Summary: Stray character +U02BC "ʼ" introduced in hfst output of sms analysis
Product: Infrastructure Reporter: Jack Rueter <rueter.jack>
Component: newinfraAssignee: Sjur Nørstebø Moshagen <sjur.n.moshagen>
Status: NEW ---    
Severity: enhancement CC: borre.gaup, chiara.argese
Priority: P5 - Later    
Version: unspecified   
Hardware: Macintosh   
OS: Other   

Description Jack Rueter 2020-03-19 04:49:41 CET
When applying the pipeline
hfst-tokenise --giella-cg -W $GTHOME/langs/sms/tools/tokenisers/tokeniser-disamb-gt-desc.pmhfst | vislcg3 -g $GTHOME/langs/sms/src/syntax/disambiguator.cg3 

to the sms text:
'De suu teâđast ... son käggõõđi teä suu koʹdde, pačču di koʹdde.'

undesired output occurs in the form of introduced Modifier Letter Apostrophe +U02BC. (This is one of the characters in the sms orthography.)

"<De>"
	"de" Adv Sem/Time 
	"de" CC 
: 
"<suu>"
	"son" Pron Pers Sg3 Acc 
	"son" Pron Pers Sg3 Gen
: 
"<teâđast>"
	"teâtt" N Sg Loc
	"teâđast" Adv 
	"teâđsted" V Ind Prs Sg3 
: 
"<...>"
	"..." CLB

"<>"
	"ʼ" N Symbol
: 
"<son>"
	"son" Pron Pers Sg3 Nom
: 
"<käggõõđi>"
	"käggõõđi" ?
: 
"<teä>"
	"teä" Adv Sem/Time Sem/Time 
: 
"<suu>"
	"son" Pron Pers Sg3 Acc 
	"son" Pron Pers Sg3 Gen
: 
"<koʹdde>"
	"kåʹdded" V Ind Prt Pl3 
"<,>"
	"," CLB
"<>"
	"ʼ" N Symbol
: 
"<pačču>"
	"pääččad" V Ind Prt Pl3 
: 
"<di>"
	"di" CC 
: 
"<koʹdde>"
	"kåʹdded" V Ind Prt Pl3 
"<.>"
	"." CLB

"<>"
	"ʼ" N Symbol
:\n
"<>"
	"ʼ" N Symbol

In the analysis epsilon has become Modifier Letter Apostrophe +U02BC in seemingly random places.

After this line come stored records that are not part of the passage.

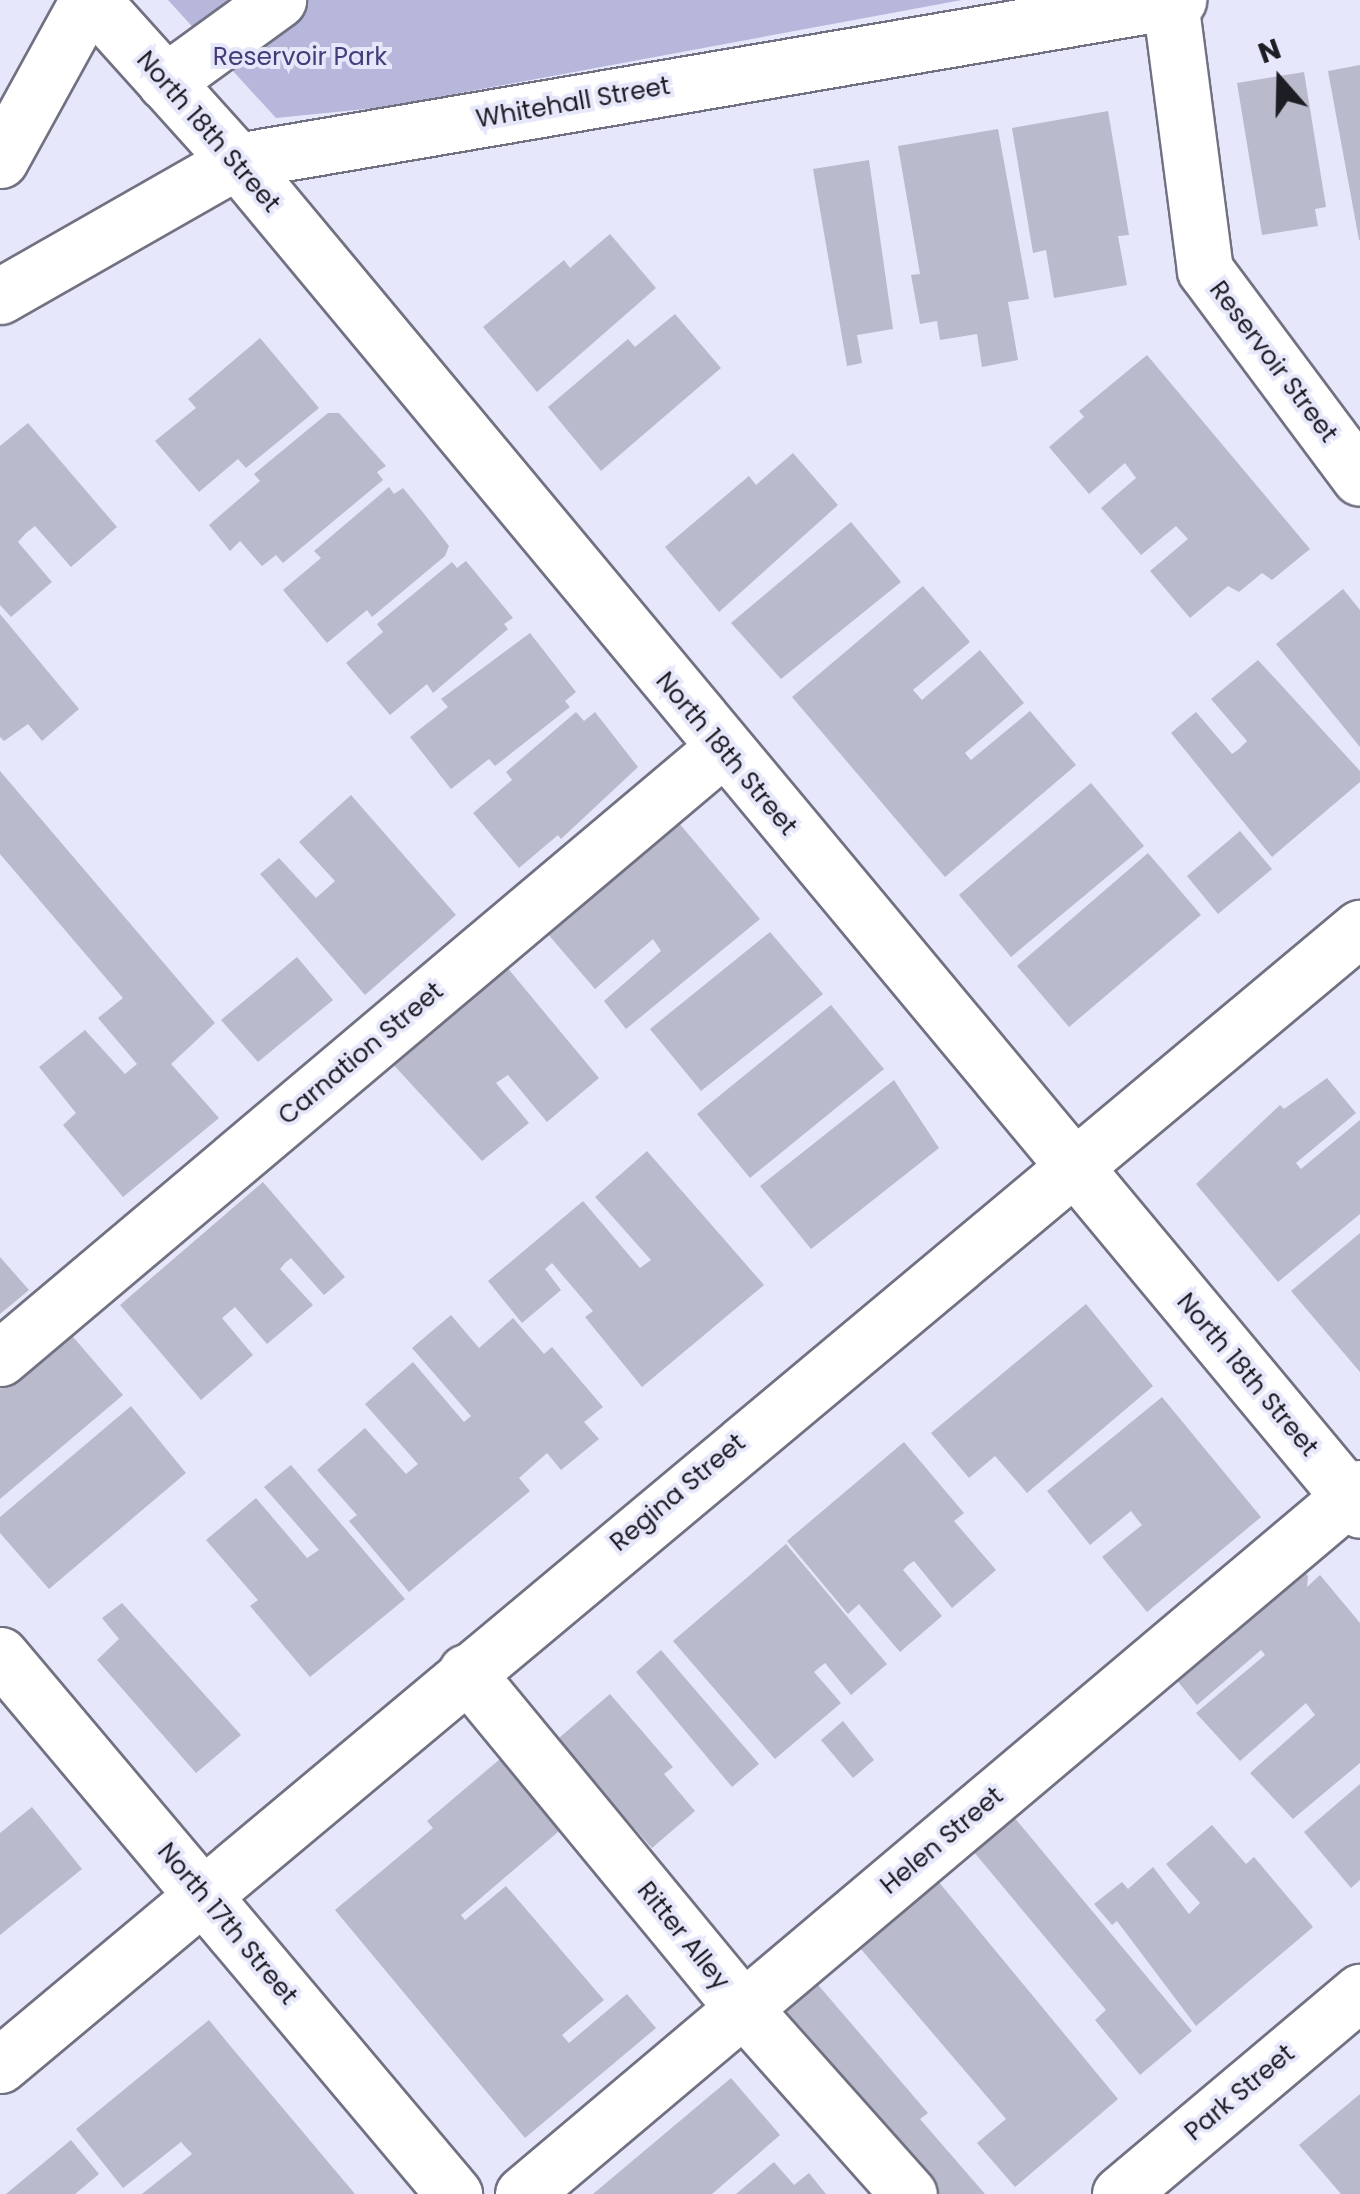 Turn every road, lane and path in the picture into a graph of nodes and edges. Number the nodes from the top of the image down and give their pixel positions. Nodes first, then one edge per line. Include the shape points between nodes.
1 (90, 0) edge
2 (278, 0) edge
3 (1178, 0) edge
4 (1170, 1) edge
5 (165, 82) junction
6 (0, 160) edge
7 (237, 161) junction
8 (0, 296) edge
9 (1360, 478) edge
10 (722, 750) junction
11 (1360, 928) edge
12 (1072, 1168) junction
13 (0, 1358) edge
14 (1356, 1498) edge
15 (0, 1654) edge
16 (466, 1672) junction
17 (203, 1897) junction
18 (1360, 1992) edge
19 (743, 2008) junction
20 (0, 2065) edge
21 (454, 2194) edge
22 (523, 2194) edge
23 (908, 2194) edge
24 (1120, 2194) edge

1 - 5 street, North 18th Street
1 - 6 street
2 - 5 street
3 - 4 street, Whitehall Street
4 - 7 street, Whitehall Street
4 - 9 street, Reservoir Street via 1205,270
5 - 7 street, North 18th Street
7 - 8 street, Whitehall Street
7 - 10 street, North 18th Street
10 - 12 street, North 18th Street
10 - 13 street, Carnation Street
11 - 12 street, Regina Street
12 - 14 street, North 18th Street
12 - 16 street, Regina Street
14 - 19 street, Helen Street
15 - 17 street, North 17th Street
16 - 17 street, Regina Street
16 - 19 street, Ritter Alley
17 - 20 street, Regina Street
17 - 21 street, North 17th Street
18 - 24 street, Park Street
19 - 22 street, Helen Street
19 - 23 street, Ritter Alley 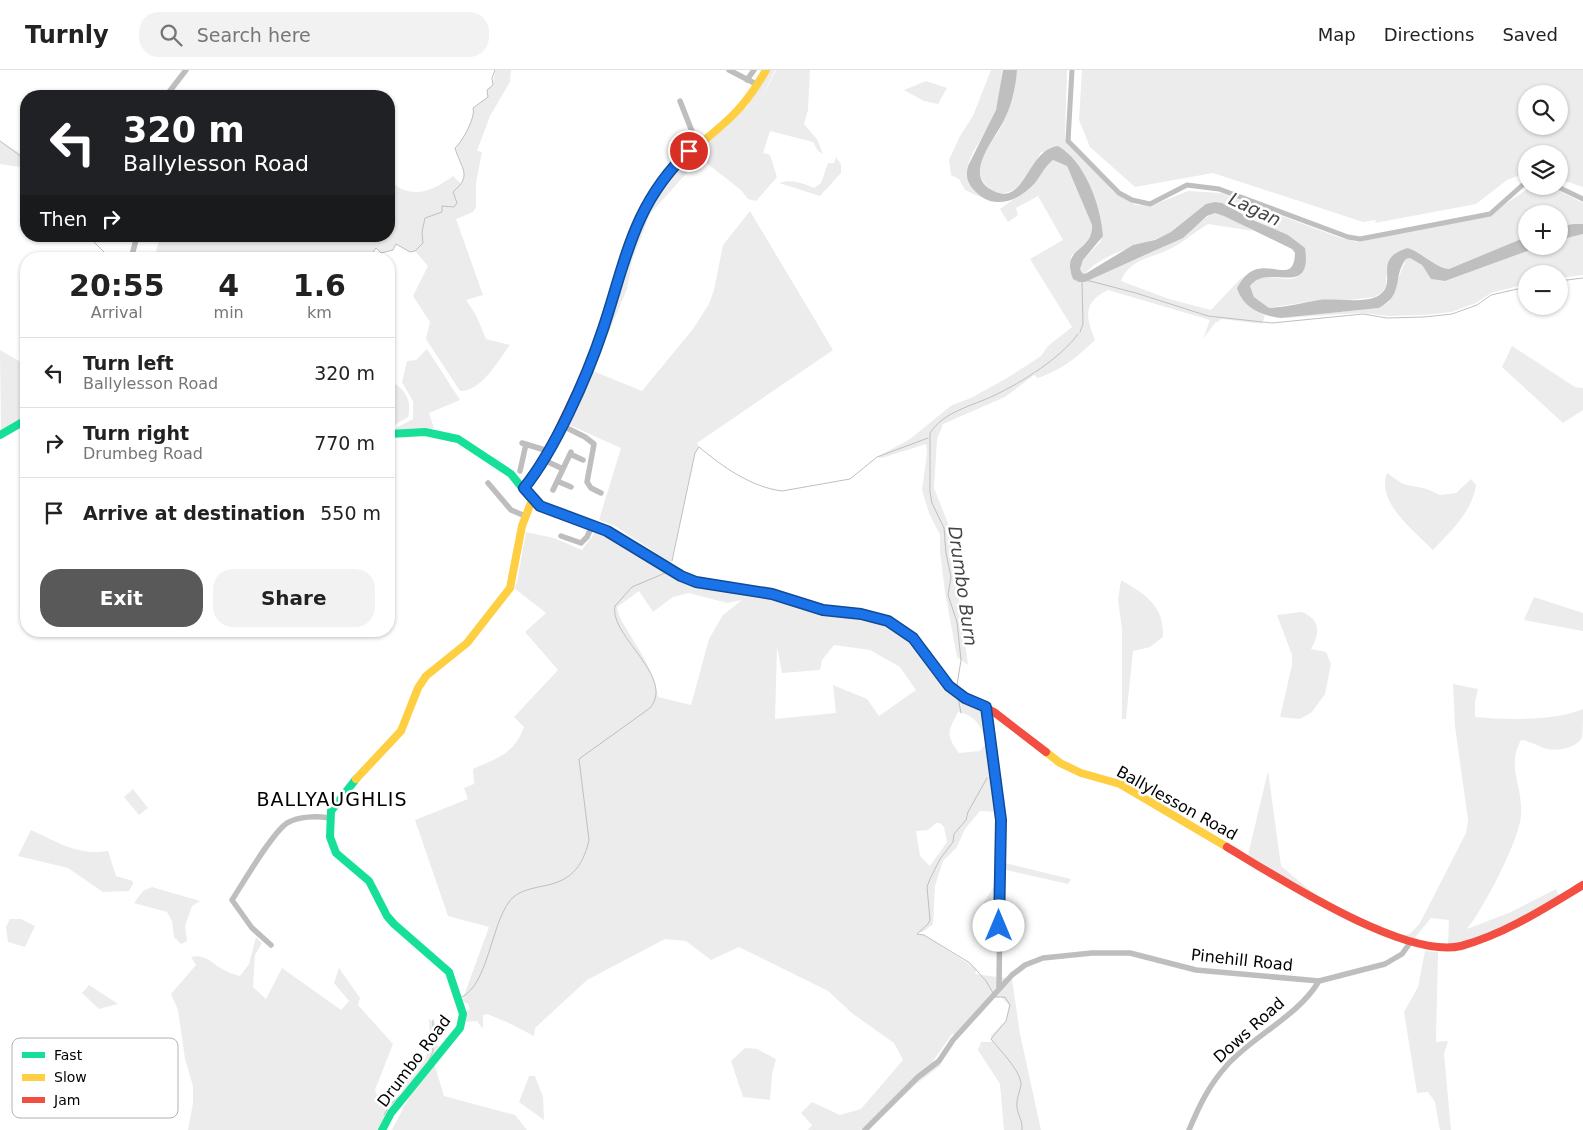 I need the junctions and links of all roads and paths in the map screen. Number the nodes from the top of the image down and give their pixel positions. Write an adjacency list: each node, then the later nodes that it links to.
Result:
1 (186, 70): 7 (street)
2 (728, 70): 5 (street)
3 (754, 70): 5 (street)
4 (766, 70): 6 (main road)
5 (747, 80): 6 (street)
6 (758, 85): 9 (main road)
7 (171, 90)
8 (680, 101): 9 (street)
9 (697, 144): 11 (main road)
10 (20, 423): 13 (main road)
11 (561, 425): 14 (main road); 24 (street)
12 (395, 434): 22 (main road)
13 (0, 435)
14 (548, 451): 15 (main road); 18 (street)
15 (544, 460): 17 (street); 22 (main road)
16 (583, 460): 17 (street)
17 (563, 469): 19 (street)
18 (520, 470)
19 (557, 481): 21 (street); 23 (street)
20 (488, 483): 26 (street)
21 (571, 487)
22 (524, 488): 25 (main road)
23 (554, 490)
24 (601, 493)
25 (532, 500): 26 (main road); 27 (main road, Ballylesson Road)
26 (526, 516): 30 (main road)
27 (593, 524): 28 (street); 29 (main road, Ballylesson Road)
28 (562, 536)
29 (986, 707): 32 (main road, Ballylesson Road); 35 (street)
30 (329, 818): 33 (street); 36 (main road, Drumbo Road)
31 (1583, 885): 32 (main road, Ballylesson Road)
32 (1410, 943): 34 (street, Pinehill Road)
33 (271, 945)
34 (1320, 981): 35 (street, Pinehill Road); 38 (street, Dows Road)
35 (995, 992): 37 (street, Pinehill Road)
36 (382, 1130)
37 (865, 1130)
38 (1189, 1130)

One workaround is to comment "Modifier Letter Apostrophe +U02BC" out in the 
"src/morphology/generated_files/symbols.lexc" file locally.

This immediately disallows the unwanted output. Of course, the introduction of the Modifier Letter Apostrophe might be associated with the spellrelax in:
ʼ (->) 0 ,  # U+02BC MODIFIER LETTER APOSTROPHE, accept also ZERO.

Should native symbols be removed or commented out of the symbols.lexc?